PHP's validator has well-known surprises. This library reproduces every one:

| Input | `valid?` | Why |
| --- | --- | --- |
| `a@b.c` | `true` | a single-character TLD is fine |
| `a@b` | `false` | the domain needs a dot / a TLD label |
| `user@localhost` | `false` | single-label domains are rejected |
| `user@1.2.3.4` | `false` | a **bare** IP is not a valid domain |
| `user@[1.2.3.4]` | `true` | …but a **bracketed** IP literal is |
| `a@[IPv6:::1]` | `true` | bracketed IPv6 literals too |
| `"a b"@c.de` | `false` | a bare space is illegal **even inside quotes** |
| `much."more\ unusual"@x.com` | `true` | …but a backslash-escaped space is legal |
| `"a@b"@c.de` | `true` | `@` is fine inside a quoted local part |
| `a@b.123` | `false` | an all-numeric TLD is rejected |
| `a@b--c.com` | `true` | consecutive hyphens in a label are allowed |
| `a@b.com.` | `false` | a trailing dot is rejected |
| `USER@EXAMPLE.COM` | `true` | matching is case-insensitive |
| `"a\x07b"@x.com` | `true` | some control bytes (`0x01–0x08`, `0x0B`, `0x0C`) are legal in quotes… |
| `"a\tb"@x.com` | `false` | …but TAB (`0x09`), LF, CR are not |
| `a@b.c\n` | `false` | a trailing newline is rejected (the `D` flag) |
| 255-byte address | `false` | the regex caps total length at **254**, not 320 (see below) |
| `😀@x.com` | `false` (even `unicode: true`) | an emoji is a *symbol*, not a letter/number |

A full, categorized catalog of 136 ground-truthed cases lives in
[`docs/research/04-quirks-catalog.md`](https://github.com/DanielDent/elixir_php_email_validator/blob/main/docs/research/04-quirks-catalog.md), and
every one of them is an executed test case.

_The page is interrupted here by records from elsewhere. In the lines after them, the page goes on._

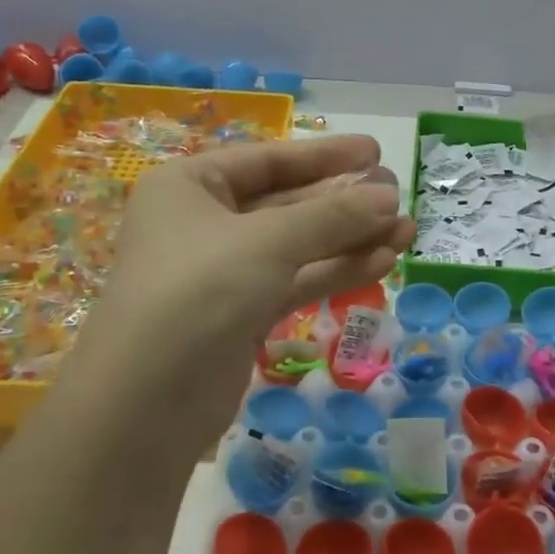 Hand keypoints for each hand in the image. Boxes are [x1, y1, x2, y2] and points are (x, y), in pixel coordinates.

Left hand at [76, 134, 413, 411]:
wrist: (147, 402)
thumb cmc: (199, 290)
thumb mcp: (269, 242)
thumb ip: (333, 216)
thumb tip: (389, 195)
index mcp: (191, 186)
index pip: (268, 159)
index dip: (325, 155)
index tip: (374, 151)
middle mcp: (205, 223)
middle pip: (288, 203)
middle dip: (345, 202)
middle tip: (397, 195)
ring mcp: (225, 272)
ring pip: (299, 245)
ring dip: (351, 238)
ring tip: (407, 230)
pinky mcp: (244, 314)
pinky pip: (298, 281)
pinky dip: (337, 271)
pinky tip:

## How it works (and why it is faithful)

PHP implements `FILTER_VALIDATE_EMAIL` in C, in
[`ext/filter/logical_filters.c → php_filter_validate_email`](https://github.com/php/php-src/blob/PHP-8.5/ext/filter/logical_filters.c).
The algorithm is small:

1. **Reject** any input longer than **320 bytes**.
2. **Match** against one anchored PCRE regex with the inline flags `i` (caseless)
   and `D` (dollar-end-only). There are two regexes: an ASCII one by default, and
   a Unicode-aware one (adding `\pL\pN` to the local part, plus the `u` flag) used
   only with `FILTER_FLAG_EMAIL_UNICODE`.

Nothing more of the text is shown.